■ **Stored entries**

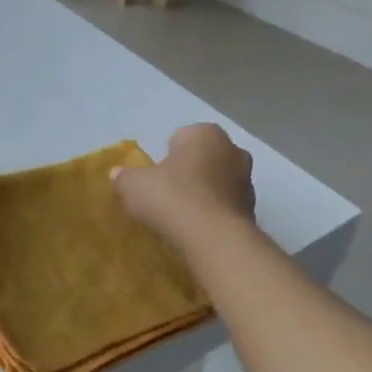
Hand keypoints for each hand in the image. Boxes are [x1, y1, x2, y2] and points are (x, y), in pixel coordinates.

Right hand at [112, 124, 255, 250]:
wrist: (214, 237)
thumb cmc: (172, 198)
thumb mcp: (134, 186)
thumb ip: (125, 177)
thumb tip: (117, 174)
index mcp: (205, 133)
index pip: (180, 138)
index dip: (166, 158)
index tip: (157, 180)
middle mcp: (233, 149)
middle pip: (203, 158)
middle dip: (190, 172)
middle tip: (169, 196)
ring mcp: (247, 179)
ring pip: (218, 181)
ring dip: (205, 193)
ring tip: (184, 217)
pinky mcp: (254, 208)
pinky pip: (227, 205)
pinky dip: (216, 213)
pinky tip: (201, 230)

■ **Assignment**
Transcribe each line above verbatim, with the pictures left out.

■ **Output for this task**
Hand keypoints for each hand in the image. Boxes are [x1, y1, x2, y2] and points are (x, y), in pixel coordinates.

Right hand at [112, 124, 255, 250]:
wrist: (214, 237)
thumb cmc: (172, 198)
thumb mcp: (134, 186)
thumb ip: (125, 177)
thumb tip: (117, 174)
index mcp: (205, 133)
index pip: (180, 138)
index dip: (166, 158)
index tip: (157, 180)
middle mcp: (233, 149)
middle pip: (203, 158)
middle dip: (190, 172)
middle tip: (169, 196)
ring mcp: (247, 179)
ring pip: (218, 181)
ring dip: (205, 193)
ring tip: (184, 217)
pinky mcp: (254, 208)
pinky pip: (227, 205)
pinky dip: (216, 213)
pinky tip: (201, 230)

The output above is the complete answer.